Work request: The answer must be every line from the entries below that contains "moveto".

Data in this exercise:
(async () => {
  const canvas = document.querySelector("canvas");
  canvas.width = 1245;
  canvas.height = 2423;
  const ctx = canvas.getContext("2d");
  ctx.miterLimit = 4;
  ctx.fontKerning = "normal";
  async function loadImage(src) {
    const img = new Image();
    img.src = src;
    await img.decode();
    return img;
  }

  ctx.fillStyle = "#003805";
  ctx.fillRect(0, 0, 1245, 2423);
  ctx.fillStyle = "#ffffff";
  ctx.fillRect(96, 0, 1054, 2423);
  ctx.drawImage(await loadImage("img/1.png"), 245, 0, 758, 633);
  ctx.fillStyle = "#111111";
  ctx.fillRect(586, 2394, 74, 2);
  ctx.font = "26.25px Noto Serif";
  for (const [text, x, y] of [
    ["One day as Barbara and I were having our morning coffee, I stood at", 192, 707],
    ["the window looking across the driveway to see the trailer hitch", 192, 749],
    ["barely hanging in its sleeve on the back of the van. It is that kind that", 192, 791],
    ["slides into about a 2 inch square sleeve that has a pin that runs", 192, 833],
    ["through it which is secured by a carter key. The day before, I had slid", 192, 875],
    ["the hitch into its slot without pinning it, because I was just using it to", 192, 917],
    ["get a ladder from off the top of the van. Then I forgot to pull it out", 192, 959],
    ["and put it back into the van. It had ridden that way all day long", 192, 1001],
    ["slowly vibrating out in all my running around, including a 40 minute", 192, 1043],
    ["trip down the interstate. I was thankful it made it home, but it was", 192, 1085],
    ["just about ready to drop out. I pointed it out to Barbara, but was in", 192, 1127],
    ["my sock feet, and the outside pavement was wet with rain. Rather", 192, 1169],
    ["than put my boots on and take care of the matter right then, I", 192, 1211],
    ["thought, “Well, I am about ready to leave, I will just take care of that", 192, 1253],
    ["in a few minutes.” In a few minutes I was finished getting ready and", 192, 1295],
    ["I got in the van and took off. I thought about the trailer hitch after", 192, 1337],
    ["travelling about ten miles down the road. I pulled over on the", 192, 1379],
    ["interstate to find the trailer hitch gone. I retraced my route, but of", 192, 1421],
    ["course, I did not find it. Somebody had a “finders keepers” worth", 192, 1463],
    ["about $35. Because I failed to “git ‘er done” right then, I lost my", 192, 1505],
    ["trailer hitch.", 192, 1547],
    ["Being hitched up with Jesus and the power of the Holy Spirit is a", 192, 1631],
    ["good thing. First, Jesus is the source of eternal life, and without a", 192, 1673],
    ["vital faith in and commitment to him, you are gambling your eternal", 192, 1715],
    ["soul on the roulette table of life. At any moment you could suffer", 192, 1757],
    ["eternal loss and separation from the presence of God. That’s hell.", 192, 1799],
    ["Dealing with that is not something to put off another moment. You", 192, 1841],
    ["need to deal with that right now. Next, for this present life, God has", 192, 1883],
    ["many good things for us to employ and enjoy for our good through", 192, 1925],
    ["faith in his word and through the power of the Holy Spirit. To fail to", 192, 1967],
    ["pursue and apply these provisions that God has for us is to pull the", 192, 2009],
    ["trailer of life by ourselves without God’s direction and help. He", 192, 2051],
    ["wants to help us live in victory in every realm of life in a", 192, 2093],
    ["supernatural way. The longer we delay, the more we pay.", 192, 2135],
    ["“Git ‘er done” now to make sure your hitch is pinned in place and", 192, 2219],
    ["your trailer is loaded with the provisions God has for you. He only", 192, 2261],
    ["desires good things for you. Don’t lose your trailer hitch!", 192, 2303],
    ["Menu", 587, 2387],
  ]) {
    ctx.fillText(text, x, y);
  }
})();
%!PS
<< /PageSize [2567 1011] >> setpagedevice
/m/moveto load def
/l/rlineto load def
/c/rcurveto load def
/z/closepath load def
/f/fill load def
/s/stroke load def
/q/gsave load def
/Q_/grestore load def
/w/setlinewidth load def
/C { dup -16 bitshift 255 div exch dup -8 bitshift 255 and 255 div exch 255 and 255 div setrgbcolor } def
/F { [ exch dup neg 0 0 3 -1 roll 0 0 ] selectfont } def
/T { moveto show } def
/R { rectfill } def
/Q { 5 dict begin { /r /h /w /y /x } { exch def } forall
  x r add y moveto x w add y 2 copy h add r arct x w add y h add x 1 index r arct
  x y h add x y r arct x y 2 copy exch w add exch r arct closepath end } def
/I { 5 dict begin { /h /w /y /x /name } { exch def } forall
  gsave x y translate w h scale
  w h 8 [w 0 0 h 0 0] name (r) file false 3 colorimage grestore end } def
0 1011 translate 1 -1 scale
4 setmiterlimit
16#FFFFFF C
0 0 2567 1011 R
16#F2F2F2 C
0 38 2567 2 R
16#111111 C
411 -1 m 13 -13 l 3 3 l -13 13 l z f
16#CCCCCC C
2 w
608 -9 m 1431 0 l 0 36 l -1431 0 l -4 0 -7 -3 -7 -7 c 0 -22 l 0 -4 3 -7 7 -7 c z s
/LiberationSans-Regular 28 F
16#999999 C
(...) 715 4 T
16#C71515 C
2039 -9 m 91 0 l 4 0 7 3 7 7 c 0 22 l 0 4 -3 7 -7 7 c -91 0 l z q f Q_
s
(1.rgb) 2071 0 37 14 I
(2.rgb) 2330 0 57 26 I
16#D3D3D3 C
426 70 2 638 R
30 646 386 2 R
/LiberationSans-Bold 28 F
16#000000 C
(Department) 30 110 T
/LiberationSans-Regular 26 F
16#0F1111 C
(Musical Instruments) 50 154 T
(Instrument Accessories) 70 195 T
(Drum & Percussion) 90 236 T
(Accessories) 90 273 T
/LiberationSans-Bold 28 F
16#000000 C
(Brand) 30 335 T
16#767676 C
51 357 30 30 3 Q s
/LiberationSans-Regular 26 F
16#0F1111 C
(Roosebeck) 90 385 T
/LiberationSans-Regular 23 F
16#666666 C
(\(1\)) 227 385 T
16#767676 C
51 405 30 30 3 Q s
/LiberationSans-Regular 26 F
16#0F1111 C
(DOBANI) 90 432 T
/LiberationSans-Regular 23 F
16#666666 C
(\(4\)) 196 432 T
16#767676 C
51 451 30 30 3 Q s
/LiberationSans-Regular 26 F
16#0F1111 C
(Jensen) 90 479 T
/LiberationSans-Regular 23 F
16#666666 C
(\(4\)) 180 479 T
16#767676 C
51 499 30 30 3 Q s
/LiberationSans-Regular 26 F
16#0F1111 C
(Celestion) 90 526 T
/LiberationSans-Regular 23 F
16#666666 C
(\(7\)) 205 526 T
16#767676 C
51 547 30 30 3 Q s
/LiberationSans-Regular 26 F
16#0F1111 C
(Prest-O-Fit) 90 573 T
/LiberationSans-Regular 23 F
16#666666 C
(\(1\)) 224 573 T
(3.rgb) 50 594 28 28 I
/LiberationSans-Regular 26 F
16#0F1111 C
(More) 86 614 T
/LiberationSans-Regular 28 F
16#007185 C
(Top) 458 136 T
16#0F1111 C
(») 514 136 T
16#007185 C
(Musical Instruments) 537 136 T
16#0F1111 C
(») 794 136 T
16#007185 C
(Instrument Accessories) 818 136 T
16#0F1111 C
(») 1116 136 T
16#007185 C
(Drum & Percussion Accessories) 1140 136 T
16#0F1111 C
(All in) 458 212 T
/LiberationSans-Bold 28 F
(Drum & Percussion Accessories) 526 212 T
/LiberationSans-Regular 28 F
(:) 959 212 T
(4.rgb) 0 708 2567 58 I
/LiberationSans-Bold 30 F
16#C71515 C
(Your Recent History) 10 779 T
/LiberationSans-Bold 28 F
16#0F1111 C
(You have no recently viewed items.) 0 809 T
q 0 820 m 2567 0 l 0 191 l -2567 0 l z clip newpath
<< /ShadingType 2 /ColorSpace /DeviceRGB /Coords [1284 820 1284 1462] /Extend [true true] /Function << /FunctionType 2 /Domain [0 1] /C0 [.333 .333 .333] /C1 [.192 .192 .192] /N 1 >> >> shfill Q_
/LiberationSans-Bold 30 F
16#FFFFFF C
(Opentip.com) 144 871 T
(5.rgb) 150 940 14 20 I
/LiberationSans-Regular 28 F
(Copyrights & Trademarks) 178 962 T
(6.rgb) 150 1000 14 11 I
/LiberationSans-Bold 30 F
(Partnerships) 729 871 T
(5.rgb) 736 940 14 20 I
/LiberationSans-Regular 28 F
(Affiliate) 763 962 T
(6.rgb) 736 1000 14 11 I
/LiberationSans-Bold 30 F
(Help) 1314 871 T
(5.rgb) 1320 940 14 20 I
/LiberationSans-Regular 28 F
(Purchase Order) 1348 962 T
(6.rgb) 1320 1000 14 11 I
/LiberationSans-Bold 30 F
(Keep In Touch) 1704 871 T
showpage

Solution to this exercise:
/m/moveto load def
/T { moveto show } def
  x r add y moveto x w add y 2 copy h add r arct x w add y h add x 1 index r arct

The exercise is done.